Cushendall boss John Smokey McKillop is primed for battle
RUAIRI OG, Cushendall manager John ‘Smokey’ McKillop believes he has the leaders in his ranks to ambush favourites Na Piarsaigh at Croke Park on St Patrick’s Day.
Underdogs for their All-Ireland semi-final against Connacht champions Sarsfield’s of Galway, the north Antrim men swept to a famous win with 12 points to spare to reach their first-ever All-Ireland final: “There are some great leaders in this team,” said McKillop.
“You’ve [Arron] Graffin, you’ve Neil [McManus], you’ve Shane [McNaughton], you’ve Searlas [Karl McKeegan] and Paddy McGill has really came out of his shell... Paddy used to be so quiet; now he’s in the middle of it. So when you’re getting Paddy McGill talking you know things are going well.”
Cushendall have had to come from behind in all their Championship games - bar the Sarsfield’s clash - to win. Arguably their greatest escape was being five points down in their Championship opener against St John’s with four minutes remaining. Up stepped Neil McManus and Shane McNaughton with late goals to win it. Since then, the Ruairi Ogs haven’t looked back. Ironically, the club didn’t have a lot of people “putting their hands up” to take the senior team after they’d lost the 2015 Ulster final to Portaferry.
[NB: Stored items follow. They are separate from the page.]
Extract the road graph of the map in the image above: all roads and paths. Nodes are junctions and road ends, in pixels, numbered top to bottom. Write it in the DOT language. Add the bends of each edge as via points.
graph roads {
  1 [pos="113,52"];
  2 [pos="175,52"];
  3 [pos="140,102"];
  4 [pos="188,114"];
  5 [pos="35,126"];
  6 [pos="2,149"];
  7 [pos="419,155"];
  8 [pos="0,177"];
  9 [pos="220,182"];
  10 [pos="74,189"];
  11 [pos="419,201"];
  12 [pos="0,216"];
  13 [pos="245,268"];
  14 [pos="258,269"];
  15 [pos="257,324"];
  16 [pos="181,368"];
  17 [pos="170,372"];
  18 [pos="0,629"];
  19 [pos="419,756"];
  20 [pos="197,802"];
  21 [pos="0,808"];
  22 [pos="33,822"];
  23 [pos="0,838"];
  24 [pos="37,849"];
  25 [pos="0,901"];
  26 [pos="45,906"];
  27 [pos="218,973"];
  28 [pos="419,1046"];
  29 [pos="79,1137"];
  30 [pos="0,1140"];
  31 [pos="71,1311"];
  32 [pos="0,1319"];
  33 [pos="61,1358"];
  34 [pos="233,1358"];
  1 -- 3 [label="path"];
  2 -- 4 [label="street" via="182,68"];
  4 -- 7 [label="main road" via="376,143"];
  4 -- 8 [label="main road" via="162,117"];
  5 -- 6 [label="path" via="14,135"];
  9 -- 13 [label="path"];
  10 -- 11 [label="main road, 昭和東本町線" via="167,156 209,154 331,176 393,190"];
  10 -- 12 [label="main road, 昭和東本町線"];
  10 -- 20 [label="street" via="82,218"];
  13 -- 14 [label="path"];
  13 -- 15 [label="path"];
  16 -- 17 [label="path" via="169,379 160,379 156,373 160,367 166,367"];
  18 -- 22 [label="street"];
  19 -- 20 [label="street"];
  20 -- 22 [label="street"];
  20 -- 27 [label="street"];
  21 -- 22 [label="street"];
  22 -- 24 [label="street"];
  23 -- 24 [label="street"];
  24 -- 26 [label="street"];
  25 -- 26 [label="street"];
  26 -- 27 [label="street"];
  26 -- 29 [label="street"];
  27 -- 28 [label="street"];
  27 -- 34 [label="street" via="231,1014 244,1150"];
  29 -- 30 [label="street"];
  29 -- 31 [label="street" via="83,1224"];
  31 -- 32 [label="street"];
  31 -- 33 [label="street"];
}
McKillop had been part of many backroom teams over the years and after heavy prompting from his namesake and assistant, John McKillop, he staked his claim: “Nobody put their hand up,”
“It takes wile commitment to do the job. I was over our minors in 2010 and John, who was along with me, happened to come up to the house and said: ‘Would you not put your name in for the seniors?’ I wasn’t managing but I was in the background. So he kept at me. If you know John he doesn’t know what ‘No’ means. So I decided to have a go at it.”
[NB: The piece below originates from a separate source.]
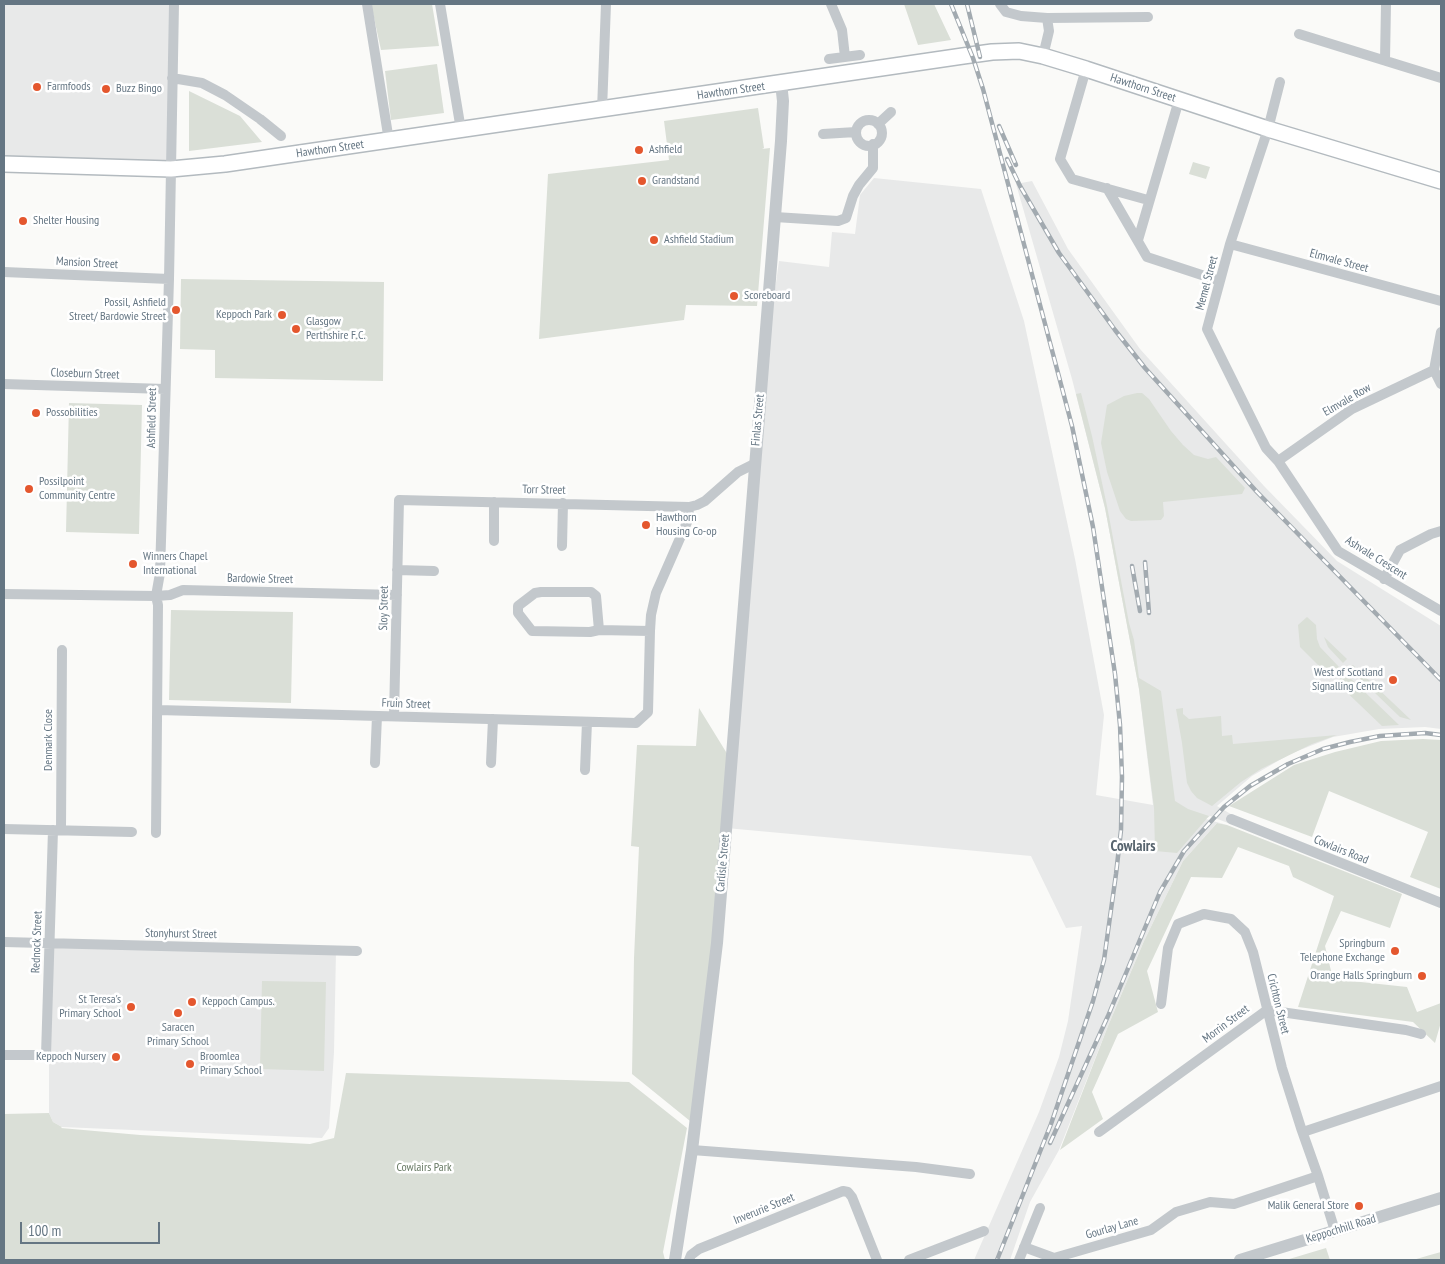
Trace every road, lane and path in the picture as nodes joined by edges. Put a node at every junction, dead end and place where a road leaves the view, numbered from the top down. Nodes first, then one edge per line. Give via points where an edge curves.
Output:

An oil lorry-driver, McKillop has fulfilled every role at the club: “It’s like having a second job,” he said.
“I’ve done every other job at the club. In summer, I’d be on the field at eight o’clock in the morning, Archie would cut the pitch, I’d cut the sides, spray the weeds, and strim whatever needs strimming and lift the rubbish.
“I’d be at the pitch seven days a week. You always find something to do.”